Libreria Cremasca – Ospite lo scrittore e attore Jacopo Zerbo con il suo “Le uniche strade”

Libreria Cremasca
La Libreria Cremasca torna a ospitare nei suoi locali uno scrittore: Jacopo Zerbo, intervistato da Annamaria Piantelli, racconterà il testo “Le uniche strade”, Bookabook. Appuntamento, a ingresso libero, per sabato 30 novembre alle ore 16.30

LA TRAMA

Ottobre 2032. Gli scienziati annunciano che la crisi climatica è ormai inarrestabile. La Terra, nel giro di pochi decenni, diventerà invivibile per gli esseri umani. Temperature estreme, sollevamento degli oceani, guerre per le risorse, niente potrà più evitare quest’apocalisse.
Come affrontare un annuncio simile? Edward, giovane militante ecologista, concepisce quella che gli sembra l’unica reazione possibile, per quanto mostruosa: un’estinzione volontaria dell’umanità, perché si risparmi questa terribile agonia.
Lise arriva alla conclusione opposta. Se la scienza di oggi ci condanna, le scoperte del futuro potrebbero smentirla. Decide di dar vita a un gruppo di donne con l’obiettivo di far più figli possibile, poiché, in un mondo di indifferenti, solo i figli di chi si è battuto per la Terra avranno la forza e la motivazione per salvarla.
Georges, disoccupato parigino, vive al di sopra, o al di sotto, di tutto ciò.

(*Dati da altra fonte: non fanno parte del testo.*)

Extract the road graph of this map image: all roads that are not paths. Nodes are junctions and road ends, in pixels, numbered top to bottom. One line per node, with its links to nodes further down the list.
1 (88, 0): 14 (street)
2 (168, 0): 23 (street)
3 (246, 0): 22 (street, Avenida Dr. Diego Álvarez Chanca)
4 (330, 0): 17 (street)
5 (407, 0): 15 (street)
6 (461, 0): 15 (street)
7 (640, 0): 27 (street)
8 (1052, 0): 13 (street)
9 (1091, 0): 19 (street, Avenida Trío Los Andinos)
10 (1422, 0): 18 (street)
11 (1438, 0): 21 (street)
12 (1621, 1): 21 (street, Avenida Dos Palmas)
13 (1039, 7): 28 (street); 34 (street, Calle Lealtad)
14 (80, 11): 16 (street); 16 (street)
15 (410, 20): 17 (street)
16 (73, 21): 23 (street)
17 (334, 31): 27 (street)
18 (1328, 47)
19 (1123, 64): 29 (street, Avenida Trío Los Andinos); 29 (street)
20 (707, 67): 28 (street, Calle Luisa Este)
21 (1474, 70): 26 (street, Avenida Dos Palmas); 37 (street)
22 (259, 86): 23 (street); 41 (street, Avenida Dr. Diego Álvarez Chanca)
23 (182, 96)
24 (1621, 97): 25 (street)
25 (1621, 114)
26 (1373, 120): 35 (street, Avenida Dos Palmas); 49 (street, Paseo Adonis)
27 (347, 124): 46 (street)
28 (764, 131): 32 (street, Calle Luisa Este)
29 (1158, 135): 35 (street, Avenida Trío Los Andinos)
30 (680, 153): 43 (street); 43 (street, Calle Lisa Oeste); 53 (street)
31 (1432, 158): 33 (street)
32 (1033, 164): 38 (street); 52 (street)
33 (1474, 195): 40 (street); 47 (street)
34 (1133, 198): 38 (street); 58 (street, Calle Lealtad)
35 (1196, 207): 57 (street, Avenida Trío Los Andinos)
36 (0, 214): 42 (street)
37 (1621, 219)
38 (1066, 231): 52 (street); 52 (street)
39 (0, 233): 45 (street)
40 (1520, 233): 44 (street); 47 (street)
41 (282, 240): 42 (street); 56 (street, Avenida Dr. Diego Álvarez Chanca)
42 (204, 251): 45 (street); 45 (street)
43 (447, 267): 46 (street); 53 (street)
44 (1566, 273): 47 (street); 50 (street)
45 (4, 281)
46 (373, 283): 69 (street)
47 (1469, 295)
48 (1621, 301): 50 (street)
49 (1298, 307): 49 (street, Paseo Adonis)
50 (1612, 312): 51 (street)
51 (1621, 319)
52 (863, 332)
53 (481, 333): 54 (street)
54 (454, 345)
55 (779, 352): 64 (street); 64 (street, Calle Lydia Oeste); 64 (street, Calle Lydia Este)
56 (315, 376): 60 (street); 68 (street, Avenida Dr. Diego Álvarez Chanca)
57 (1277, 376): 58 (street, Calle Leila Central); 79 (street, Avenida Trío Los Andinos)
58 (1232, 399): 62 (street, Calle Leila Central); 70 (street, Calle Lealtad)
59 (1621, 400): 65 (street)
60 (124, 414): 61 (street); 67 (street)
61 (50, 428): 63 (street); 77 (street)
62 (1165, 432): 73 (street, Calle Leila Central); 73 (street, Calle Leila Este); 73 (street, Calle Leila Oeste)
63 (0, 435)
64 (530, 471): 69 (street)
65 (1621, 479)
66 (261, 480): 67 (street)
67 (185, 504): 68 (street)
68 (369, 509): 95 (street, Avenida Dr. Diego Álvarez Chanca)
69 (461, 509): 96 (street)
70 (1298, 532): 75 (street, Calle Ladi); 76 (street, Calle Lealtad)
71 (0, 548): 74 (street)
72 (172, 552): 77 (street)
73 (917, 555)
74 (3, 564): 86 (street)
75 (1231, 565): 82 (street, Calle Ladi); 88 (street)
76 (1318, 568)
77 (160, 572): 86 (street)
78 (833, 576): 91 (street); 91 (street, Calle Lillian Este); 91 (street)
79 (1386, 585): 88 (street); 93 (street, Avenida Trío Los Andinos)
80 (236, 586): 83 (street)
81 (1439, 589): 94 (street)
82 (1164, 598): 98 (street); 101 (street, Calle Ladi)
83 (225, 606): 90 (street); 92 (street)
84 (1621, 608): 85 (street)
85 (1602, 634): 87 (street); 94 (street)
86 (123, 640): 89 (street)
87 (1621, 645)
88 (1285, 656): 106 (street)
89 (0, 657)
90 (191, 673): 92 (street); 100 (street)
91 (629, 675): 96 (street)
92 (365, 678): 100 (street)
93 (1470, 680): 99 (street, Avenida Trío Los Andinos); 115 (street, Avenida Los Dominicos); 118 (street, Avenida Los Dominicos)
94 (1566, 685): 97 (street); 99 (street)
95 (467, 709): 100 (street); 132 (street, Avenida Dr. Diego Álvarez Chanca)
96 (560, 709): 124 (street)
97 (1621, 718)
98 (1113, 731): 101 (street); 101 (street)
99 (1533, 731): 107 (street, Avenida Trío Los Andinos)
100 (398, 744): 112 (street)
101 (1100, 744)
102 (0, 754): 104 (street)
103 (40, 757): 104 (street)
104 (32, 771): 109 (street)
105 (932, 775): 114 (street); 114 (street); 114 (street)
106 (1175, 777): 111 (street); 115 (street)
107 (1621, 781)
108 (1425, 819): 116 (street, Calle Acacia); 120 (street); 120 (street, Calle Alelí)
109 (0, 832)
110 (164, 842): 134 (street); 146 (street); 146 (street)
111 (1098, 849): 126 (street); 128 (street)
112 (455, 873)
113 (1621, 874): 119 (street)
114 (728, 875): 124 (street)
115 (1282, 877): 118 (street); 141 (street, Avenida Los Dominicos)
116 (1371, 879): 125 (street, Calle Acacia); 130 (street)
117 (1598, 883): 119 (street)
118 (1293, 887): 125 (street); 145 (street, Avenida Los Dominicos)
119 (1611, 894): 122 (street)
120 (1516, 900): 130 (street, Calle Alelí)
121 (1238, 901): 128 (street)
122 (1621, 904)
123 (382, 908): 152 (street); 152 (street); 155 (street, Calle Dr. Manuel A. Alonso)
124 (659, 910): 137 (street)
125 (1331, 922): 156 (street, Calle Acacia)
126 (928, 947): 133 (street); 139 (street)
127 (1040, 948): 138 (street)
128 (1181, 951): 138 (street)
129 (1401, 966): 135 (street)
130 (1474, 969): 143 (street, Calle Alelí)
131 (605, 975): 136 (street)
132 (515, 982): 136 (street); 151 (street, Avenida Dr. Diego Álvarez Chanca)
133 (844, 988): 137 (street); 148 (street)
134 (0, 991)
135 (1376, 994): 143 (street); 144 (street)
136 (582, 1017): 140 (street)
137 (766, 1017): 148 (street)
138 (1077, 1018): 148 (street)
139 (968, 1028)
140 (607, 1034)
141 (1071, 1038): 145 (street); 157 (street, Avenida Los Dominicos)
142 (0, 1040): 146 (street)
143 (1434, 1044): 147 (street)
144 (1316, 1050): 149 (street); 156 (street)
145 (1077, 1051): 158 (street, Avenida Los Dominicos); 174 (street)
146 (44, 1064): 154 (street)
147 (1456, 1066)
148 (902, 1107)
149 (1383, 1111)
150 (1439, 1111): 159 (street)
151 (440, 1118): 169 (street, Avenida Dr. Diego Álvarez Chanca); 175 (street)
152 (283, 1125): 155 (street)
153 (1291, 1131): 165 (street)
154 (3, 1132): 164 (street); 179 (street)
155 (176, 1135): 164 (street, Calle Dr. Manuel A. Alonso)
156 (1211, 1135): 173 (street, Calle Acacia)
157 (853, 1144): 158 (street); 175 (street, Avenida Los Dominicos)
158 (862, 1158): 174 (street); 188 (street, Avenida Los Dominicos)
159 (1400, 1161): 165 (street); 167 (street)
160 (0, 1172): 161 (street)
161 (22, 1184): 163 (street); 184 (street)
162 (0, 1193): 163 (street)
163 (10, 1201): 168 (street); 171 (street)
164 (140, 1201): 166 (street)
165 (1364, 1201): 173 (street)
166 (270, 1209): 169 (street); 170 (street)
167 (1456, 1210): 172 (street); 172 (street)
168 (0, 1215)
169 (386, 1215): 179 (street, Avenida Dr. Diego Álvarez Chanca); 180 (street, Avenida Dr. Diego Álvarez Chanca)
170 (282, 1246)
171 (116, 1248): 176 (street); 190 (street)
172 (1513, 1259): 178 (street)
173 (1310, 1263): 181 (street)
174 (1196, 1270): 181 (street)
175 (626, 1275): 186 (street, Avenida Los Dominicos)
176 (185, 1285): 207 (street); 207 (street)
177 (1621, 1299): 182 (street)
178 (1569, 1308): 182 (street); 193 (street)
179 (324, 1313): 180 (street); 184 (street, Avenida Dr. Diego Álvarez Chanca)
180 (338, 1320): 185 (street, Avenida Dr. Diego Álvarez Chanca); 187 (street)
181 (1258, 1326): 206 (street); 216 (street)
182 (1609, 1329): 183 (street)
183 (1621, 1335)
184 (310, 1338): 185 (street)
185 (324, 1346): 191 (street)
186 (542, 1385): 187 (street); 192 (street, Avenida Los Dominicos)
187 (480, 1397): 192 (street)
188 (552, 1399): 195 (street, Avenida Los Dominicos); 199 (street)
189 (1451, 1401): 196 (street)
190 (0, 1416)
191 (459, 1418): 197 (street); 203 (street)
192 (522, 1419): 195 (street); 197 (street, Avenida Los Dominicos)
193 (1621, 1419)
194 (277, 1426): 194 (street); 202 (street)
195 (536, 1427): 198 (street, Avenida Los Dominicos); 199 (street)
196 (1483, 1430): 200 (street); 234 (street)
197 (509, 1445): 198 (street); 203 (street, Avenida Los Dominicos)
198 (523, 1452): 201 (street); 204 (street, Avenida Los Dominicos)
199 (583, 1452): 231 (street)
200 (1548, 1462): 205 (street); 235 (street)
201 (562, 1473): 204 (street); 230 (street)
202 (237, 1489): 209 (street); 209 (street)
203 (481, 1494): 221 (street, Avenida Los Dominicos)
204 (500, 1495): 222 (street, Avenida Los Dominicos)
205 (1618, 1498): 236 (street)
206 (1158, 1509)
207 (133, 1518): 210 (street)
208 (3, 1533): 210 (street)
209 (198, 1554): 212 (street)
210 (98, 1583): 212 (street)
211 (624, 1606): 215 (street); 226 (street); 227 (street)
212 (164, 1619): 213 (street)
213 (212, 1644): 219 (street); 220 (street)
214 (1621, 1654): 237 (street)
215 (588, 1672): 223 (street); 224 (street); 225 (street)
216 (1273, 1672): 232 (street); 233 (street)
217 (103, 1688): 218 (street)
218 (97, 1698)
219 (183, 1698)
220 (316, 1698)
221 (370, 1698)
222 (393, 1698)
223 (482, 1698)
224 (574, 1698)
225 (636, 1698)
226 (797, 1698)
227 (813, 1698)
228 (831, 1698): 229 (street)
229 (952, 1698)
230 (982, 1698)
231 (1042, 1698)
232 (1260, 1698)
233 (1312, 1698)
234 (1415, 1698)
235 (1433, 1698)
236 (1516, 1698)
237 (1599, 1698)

La sua unica preoccupazione è che gli altri lo credano un uomo normale e inserito nella società.
Come potrebbero visioni tanto opposte convivere in un mondo ormai condannato? C’è un’unica strada. E un uomo che vive nel 2111 lo sa.

L’AUTORE

Jacopo Zerbo, attore, ha lavorato in teatro con registi come Mimmo Sorrentino, Jean-Claude Penchenat e Dario Fo. Con quest’ultimo ha anche collaborato a lungo come assistente alla scrittura, curando la realizzazione di numerosi testi fra cui “La figlia del papa” (Chiarelettere 2014) e “Nuovo manuale minimo dell’attore” (Chiarelettere 2015). Insegna dizione presso l’Accademia Teatrale Veneta e tiene numerosi corsi di dizione e lettura ad alta voce. Col testo teatrale “Il vizio della forma” è stato finalista al Premio Hystrio – Scritture di Scena 2013.